**Problem to solve:**
If a line in the records below holds the word "شارع", copy it.

**Data for review:**
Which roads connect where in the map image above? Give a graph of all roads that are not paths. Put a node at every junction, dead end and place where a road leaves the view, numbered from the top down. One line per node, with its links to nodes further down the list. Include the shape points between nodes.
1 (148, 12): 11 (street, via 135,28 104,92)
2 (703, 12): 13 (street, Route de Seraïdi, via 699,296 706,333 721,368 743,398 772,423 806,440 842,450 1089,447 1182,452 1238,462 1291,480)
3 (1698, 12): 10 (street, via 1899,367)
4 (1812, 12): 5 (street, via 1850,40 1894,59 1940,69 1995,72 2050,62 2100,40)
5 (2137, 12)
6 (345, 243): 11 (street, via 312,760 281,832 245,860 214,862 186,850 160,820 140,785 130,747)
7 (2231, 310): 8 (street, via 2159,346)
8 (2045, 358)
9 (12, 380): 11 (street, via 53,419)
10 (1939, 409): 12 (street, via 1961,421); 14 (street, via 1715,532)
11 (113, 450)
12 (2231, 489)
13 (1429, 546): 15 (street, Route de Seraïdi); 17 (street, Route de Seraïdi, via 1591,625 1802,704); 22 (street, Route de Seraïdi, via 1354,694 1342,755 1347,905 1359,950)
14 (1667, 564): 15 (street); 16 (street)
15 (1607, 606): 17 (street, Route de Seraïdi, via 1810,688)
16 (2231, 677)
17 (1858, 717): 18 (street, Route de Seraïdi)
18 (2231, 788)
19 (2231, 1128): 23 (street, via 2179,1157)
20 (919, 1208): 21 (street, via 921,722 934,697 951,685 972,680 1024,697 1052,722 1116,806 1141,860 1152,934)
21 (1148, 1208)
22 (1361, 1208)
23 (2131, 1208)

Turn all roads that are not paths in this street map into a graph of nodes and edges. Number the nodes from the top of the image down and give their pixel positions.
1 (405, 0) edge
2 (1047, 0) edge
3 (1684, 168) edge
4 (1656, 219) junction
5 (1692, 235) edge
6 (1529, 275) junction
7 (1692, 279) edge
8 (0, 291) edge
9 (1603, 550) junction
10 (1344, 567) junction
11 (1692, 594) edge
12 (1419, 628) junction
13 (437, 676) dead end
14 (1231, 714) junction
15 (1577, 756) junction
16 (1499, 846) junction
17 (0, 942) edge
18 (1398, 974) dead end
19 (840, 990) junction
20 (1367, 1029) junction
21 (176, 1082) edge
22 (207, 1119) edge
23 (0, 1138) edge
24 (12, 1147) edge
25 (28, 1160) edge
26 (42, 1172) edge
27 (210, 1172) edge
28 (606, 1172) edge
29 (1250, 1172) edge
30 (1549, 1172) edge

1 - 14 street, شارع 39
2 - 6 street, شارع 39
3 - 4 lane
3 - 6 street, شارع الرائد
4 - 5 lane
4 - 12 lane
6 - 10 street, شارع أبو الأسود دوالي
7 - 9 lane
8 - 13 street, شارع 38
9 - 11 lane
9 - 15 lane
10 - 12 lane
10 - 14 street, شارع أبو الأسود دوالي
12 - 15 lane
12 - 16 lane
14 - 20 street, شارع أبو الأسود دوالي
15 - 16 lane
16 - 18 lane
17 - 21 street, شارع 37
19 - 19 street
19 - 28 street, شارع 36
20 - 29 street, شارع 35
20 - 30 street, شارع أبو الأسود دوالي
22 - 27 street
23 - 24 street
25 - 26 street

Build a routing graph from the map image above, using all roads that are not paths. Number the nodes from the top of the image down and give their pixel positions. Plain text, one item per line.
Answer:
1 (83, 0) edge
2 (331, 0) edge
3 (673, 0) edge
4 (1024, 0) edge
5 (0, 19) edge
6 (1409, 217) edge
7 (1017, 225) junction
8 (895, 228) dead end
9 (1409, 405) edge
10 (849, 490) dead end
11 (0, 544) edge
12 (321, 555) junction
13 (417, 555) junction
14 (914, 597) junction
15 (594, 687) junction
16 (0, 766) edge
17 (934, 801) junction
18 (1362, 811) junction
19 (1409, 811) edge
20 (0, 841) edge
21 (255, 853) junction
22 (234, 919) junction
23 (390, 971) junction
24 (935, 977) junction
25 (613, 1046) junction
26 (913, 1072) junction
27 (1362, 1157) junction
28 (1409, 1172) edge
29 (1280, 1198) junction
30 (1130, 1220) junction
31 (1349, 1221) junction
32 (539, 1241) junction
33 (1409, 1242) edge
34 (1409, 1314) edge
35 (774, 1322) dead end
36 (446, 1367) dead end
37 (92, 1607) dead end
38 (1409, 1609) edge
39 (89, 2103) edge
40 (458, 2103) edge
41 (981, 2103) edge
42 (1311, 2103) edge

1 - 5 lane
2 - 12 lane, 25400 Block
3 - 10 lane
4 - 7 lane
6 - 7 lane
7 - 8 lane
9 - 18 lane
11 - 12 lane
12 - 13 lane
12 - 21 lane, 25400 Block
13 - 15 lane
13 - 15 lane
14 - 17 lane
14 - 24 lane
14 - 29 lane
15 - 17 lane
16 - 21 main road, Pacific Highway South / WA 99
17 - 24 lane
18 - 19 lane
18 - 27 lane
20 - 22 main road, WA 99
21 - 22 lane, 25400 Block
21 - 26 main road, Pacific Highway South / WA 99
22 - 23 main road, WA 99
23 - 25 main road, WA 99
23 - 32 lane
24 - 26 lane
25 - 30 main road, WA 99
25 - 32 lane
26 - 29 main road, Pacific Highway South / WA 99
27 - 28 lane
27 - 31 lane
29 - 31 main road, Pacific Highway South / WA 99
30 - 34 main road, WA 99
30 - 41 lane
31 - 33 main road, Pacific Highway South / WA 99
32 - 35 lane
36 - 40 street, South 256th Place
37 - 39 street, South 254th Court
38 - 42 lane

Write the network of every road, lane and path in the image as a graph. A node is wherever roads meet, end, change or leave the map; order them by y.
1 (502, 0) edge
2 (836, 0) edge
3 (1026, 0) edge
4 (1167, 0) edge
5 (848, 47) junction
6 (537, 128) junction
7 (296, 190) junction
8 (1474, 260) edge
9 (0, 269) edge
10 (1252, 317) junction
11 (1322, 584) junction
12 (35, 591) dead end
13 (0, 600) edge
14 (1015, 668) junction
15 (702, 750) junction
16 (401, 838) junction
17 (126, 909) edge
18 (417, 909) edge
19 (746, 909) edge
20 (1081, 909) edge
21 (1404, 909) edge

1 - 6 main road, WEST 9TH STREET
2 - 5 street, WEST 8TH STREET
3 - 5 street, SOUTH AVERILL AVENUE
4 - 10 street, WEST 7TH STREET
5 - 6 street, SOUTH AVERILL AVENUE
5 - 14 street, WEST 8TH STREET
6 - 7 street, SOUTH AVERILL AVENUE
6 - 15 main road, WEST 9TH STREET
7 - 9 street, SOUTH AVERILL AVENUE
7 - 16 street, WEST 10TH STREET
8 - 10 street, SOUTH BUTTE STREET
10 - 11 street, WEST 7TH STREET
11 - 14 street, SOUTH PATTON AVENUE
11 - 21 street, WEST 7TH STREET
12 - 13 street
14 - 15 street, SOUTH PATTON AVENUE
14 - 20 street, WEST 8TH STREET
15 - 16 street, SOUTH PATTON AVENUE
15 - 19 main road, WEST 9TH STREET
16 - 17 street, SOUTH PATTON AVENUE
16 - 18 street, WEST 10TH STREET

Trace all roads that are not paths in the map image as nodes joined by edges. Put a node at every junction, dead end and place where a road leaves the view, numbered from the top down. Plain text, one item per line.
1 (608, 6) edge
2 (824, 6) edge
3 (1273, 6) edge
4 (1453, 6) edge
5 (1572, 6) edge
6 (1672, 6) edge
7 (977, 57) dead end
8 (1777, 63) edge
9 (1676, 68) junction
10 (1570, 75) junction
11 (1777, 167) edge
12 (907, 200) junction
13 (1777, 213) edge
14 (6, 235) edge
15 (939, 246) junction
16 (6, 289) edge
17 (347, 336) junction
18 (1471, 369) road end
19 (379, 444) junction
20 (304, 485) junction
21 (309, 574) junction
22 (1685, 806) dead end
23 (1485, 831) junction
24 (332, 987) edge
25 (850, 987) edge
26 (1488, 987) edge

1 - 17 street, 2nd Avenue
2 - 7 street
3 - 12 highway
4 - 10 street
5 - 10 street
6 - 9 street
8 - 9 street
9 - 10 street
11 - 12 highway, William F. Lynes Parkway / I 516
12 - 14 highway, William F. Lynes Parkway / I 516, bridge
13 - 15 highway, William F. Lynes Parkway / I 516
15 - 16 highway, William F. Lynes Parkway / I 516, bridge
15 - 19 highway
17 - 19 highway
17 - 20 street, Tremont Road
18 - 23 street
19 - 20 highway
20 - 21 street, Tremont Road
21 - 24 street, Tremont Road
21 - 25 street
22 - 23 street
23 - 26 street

**Response to the exercise:**
1 - 14 street, شارع 39
2 - 6 street, شارع 39
3 - 6 street, شارع الرائد
6 - 10 street, شارع أبو الأسود دوالي
8 - 13 street, شارع 38
10 - 14 street, شارع أبو الأسود دوالي
14 - 20 street, شارع أبو الأسود دوالي
17 - 21 street, شارع 37
19 - 28 street, شارع 36
20 - 29 street, شارع 35
20 - 30 street, شارع أبو الأسود دوالي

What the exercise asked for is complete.